After the end of the Korean War, the area became a center of South Korea's artistic life and cafe culture. It was a popular destination among foreign visitors to South Korea during the 1960s, who called the area "Mary's Alley". It gained in popularity among international tourists during the 1988 Seoul Olympics. In 2000 the area was renovated, and, after protest, the rapid modernization of the area was halted for two years beginning that year. In recent years the backstreets of Insadong have continued to be gentrified with cafes, garden restaurants, and traditional pension-style accommodations.

Sights
Insadong-gil is "well known as a traditional street to both locals and foreigners" and represents the "culture of the past and the present". It contains a mixture of historical and modern atmosphere and is a "unique area of Seoul that truly represents the cultural history of the nation." The majority of the traditional buildings originally belonged to merchants and bureaucrats. Some larger residences, built for retired government officials during the Joseon period, can also be seen. Most of these older buildings are now used as restaurants or shops. Among the historically significant buildings located in the area are Unhyeongung mansion, Jogyesa, one of the most significant Korean Buddhist temples, and Seungdong Presbyterian Church, one of Korea's oldest Presbyterian churches. The central temple of Cheondoism can also be found in the vicinity, which was completed in 1921.

The area is well known for sightseeing, with approximately 100,000 visitors on Sundays reported in 2000. Insadong is also a visiting spot for foreign dignitaries such as Queen Elizabeth II and the princess of Spain and the Netherlands. It contains 40 percent of the nation's antique shops and art galleries as well as 90 percent of the traditional stationery shops. Particularly noteworthy is Tongmungwan, the oldest bookstore in Seoul, and Kyung-in Art Gallery, the oldest tea house. There are daily calligraphy demonstrations and pansori performances.

Ssamziegil, a shopping mall that concentrates on specialty stores of handcrafts, is also a prominent destination in Insadong. It opened in 2004.

Other attractions
Unhyeon Palace, Bosingak bell pavilion, and Jongno Tower can be found in this area.
Samcheongdong is also a nearby dong with an art scene. There is also an express bus to the resort island of Namiseom where the popular Korean drama Winter Sonata was filmed.

The area is on the Seoul list of Asia's 10 greatest street food cities for the gimbap, odeng, and bungeoppang.

Information Centers
At Insadong, there are three information centers that offer information or information materials about Insadong and Seoul.

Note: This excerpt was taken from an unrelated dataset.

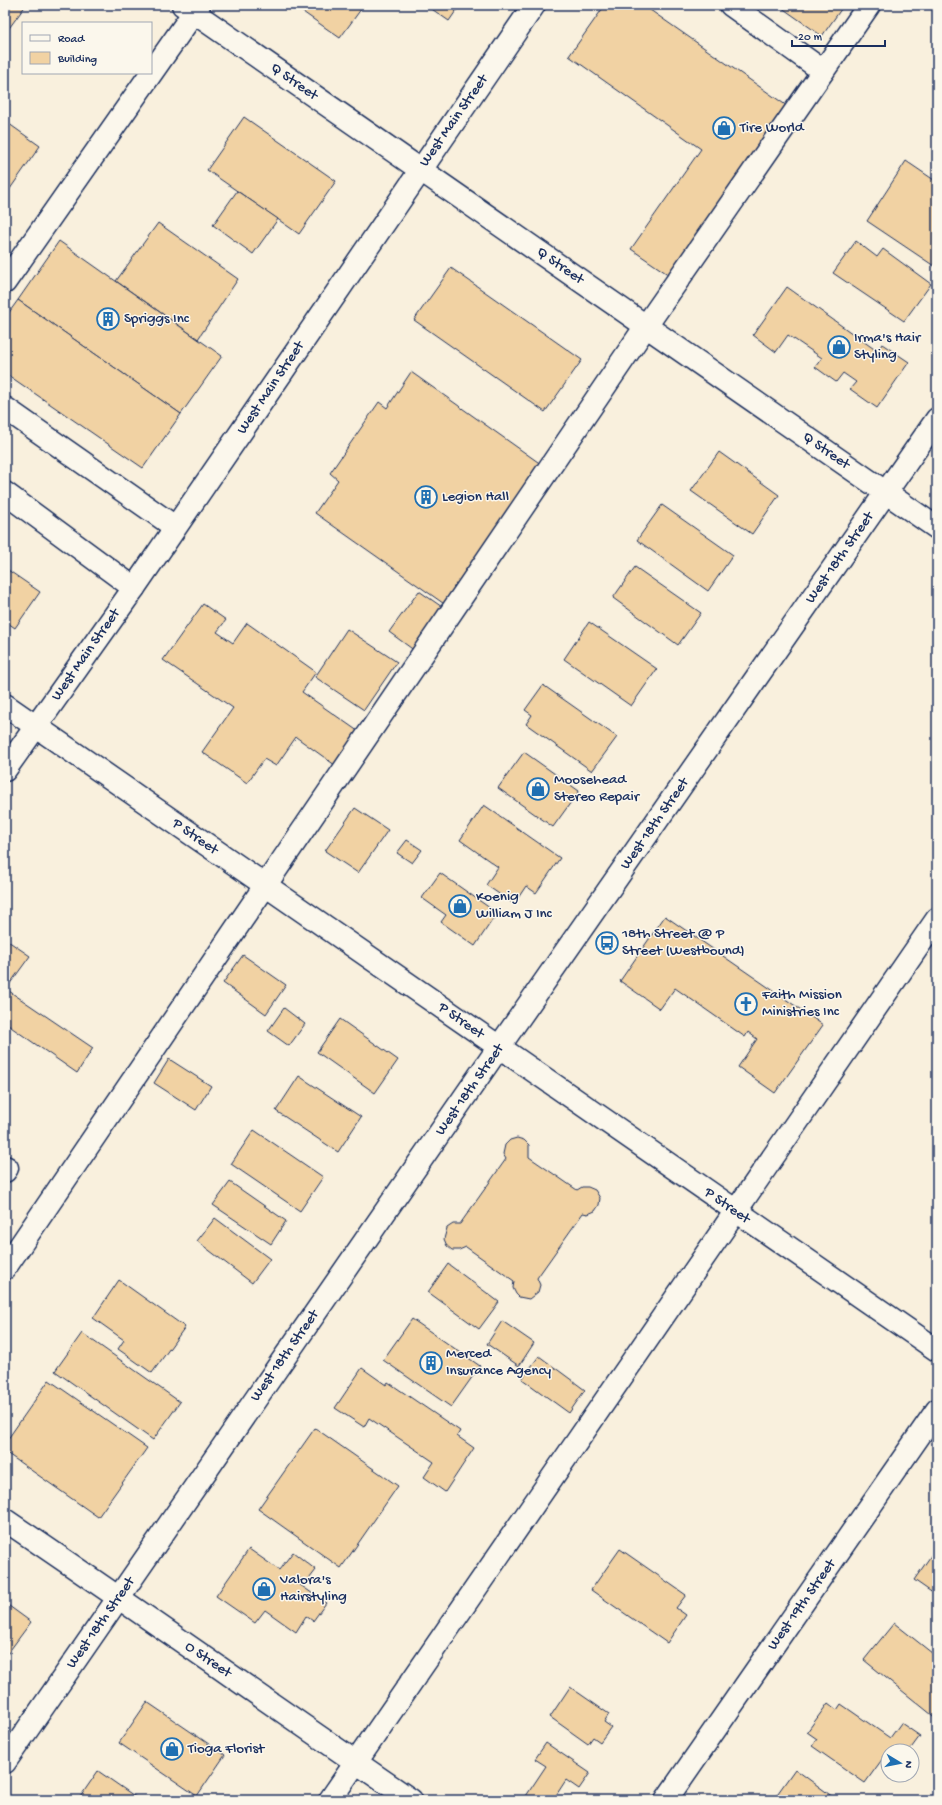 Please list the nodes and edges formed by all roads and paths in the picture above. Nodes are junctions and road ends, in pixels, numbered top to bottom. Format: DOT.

They are the Insadong P.R. Center, North Information Center (N-info center), and South Information Center (S-info center). N-info Center and S-info Center are located at the north and south entrances of Insadong's main street. Insa P.R. Center is located on the opposite side of Ssamziegil, a well-known shopping center in Insadong.
At the Insa P.R. Center, visitors can have a hanbok (Korean traditional dress) experience.

Transport
 Jonggak Station (Station #131 on Line 1)
 Jongno 3-ga Station (Station #130 on Line 1, Station #329 on Line 3, Station #534 on Line 5)
 Anguk Station (Station #328 on Seoul Metro  Line 3, TEL 02-6110-3281 ) ☆Way out #6

In January 2013, the Seoul Metropolitan Rapid Transit Corporation published free guidebooks in three languages: English, Japanese, and Chinese (simplified and traditional), which feature eight tours as well as recommendations for accommodations, restaurants, and shopping centers. These were distributed from information centers in 44 subway stations, namely Itaewon Station on Line 6 and Gwanghwamun Station on Line 5. 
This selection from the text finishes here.